Ида выполнила просьбу, но Соня словно воды в рот набрала. Тогда Ида подошла к ней и, отвесив увесистую оплеуху, заорала: ; Дура ты рязанская, хватит позориться, отвечай уже! Быстро говори про свою РЭГУ ГАДОЛЬ, а я, как могу, переведу.
И Соня, возбужденная ударом и криками Иды, начала:
– В прошлом годе выдавала я свою племянницу Женьку замуж. Свадьба прогремела на всю Рязань. Женька без матери росла, а отец её, братец мой Монька пил, будто подорванный. Вот и стала я девке и отцом, и матерью. Любила-холила, как рОдную дитятю. Своих-то, блин, у меня не народилось. Потому свадьбу Женьке я решила отгрохать – будьте-нате. Напекла-наготовила, будто на полк солдат. Столько же самогону накупила. А главное кушанье замыслила такое: жареного на вертеле порося с картошечкой да яблоками. Да где было порося-то взять? Время-то наступило голодное, перестроечное, даже талоны на мясо перестали выдавать. Да что толку-то в талонах – ноль, бумажки пустые. Вот я и поехала в Московскую область на электричке - порося искать. Сошла на какой-то станции – уж и не помню на какой, побрела по посёлку. Вдруг вижу: за заборчиком гуляет себе порося розовая – просто загляденье. Торкнулась я в калитку-то, вошла во двор и давай за поросёй гонять. Визжала она-зараза, страшно вспомнить. Хозяев, видать, дома не было – никто на шум из дому не вышел-то. Поймала-таки я порося, в мешок, из дому взятый, кое-как засунула, и дёру! Как до станции добежала, как в обратную электричку запрыгнула, уж и не помню.  А дома – в Рязани-то – заколола собственноручно трофей и зажарила на вертеле, как задумывала - с картошечкой да яблоками. На свадьбе у Женьки под крики «горько» все поначалу любовались поросёй-то, а потом ею же и обожралися. А когда перепились-передралися, как в Рязани принято, возликовала я! Ведь свадьбу-то племяннице устроила, как у людей завЕдено! Вот это и было типа моё ВЕЛИКОЕ МГНОВЕНИЕ…
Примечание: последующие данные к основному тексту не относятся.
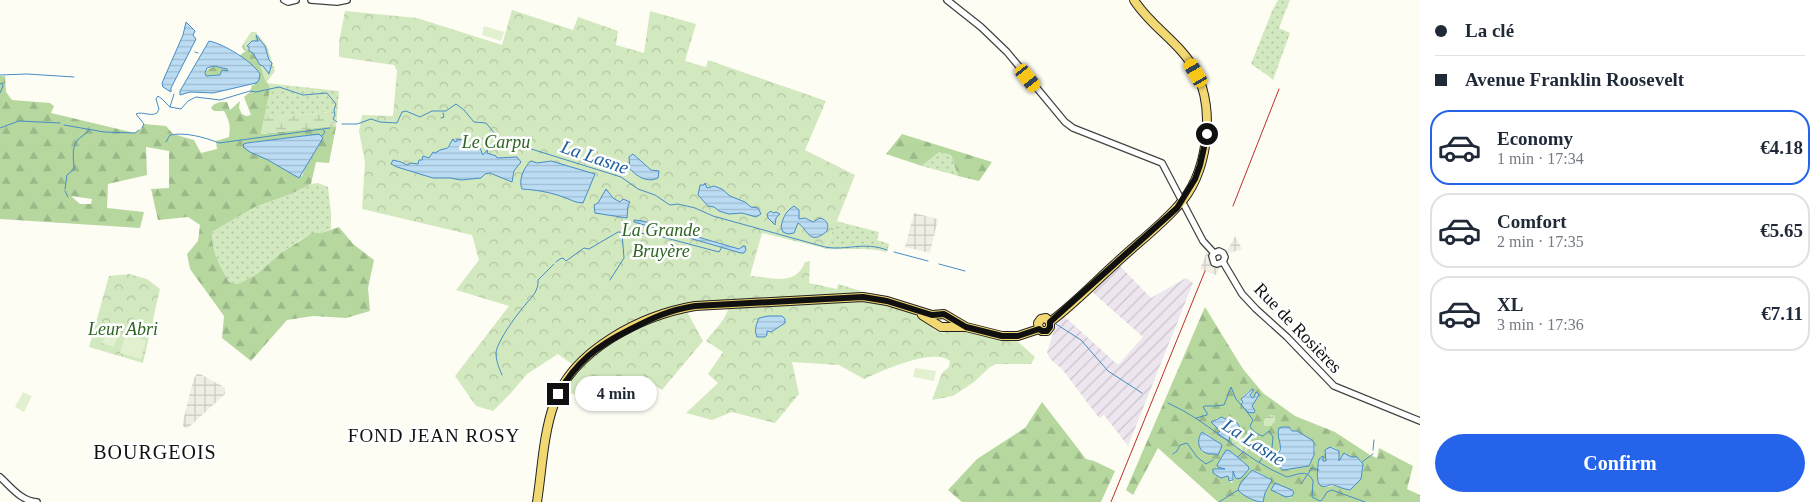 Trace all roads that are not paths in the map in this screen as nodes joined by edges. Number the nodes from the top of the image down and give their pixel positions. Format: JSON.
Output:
{"nodes":[{"id":1,"x":284,"y":0,"type":"edge"},
{"id":2,"x":296,"y":0,"type":"edge"},
{"id":3,"x":311,"y":0,"type":"edge"},
{"id":4,"x":947,"y":0,"type":"edge"},
{"id":5,"x":1134,"y":0,"type":"edge"},
{"id":6,"x":346,"y":1,"type":"edge"},
{"id":7,"x":1182,"y":201,"type":"junction"},
{"id":8,"x":916,"y":310,"type":"junction"},
{"id":9,"x":938,"y":315,"type":"junction"},
{"id":10,"x":948,"y":318,"type":"junction"},
{"id":11,"x":936,"y":324,"type":"junction"},
{"id":12,"x":946,"y":326,"type":"junction"},
{"id":13,"x":966,"y":327,"type":"junction"},
{"id":14,"x":1420,"y":421,"type":"edge"},
{"id":15,"x":0,"y":477,"type":"edge"},
{"id":16,"x":37,"y":502,"type":"edge"},
{"id":17,"x":537,"y":502,"type":"edge"}],
"edges":[{"from":1,"to":2,"type":"street"},
{"from":3,"to":6,"type":"street"},
{"from":4,"to":7,"type":"street"},
{"from":5,"to":7,"type":"main road"},
{"from":7,"to":13,"type":"main road"},
{"from":7,"to":14,"type":"street","name":"Rue de Rosières"},
{"from":8,"to":9,"type":"main road"},
{"from":8,"to":11,"type":"main road"},
{"from":8,"to":17,"type":"main road"},
{"from":9,"to":10,"type":"main road"},
{"from":9,"to":11,"type":"main road"},
{"from":10,"to":12,"type":"main road"},
{"from":10,"to":13,"type":"main road"},
{"from":11,"to":12,"type":"main road"},
{"from":12,"to":13,"type":"main road"},
{"from":15,"to":16,"type":"street"}]}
Класс взорвался хохотом. Ида же не решилась перевести на иврит Сонину историю – сослалась на свой слишком бедный словарный запас. На самом же деле госпоже Геллер помешал неизвестно откуда взявшийся жгучий стыд. А вот почему было стыдно, Ида и сама себе не могла толком объяснить.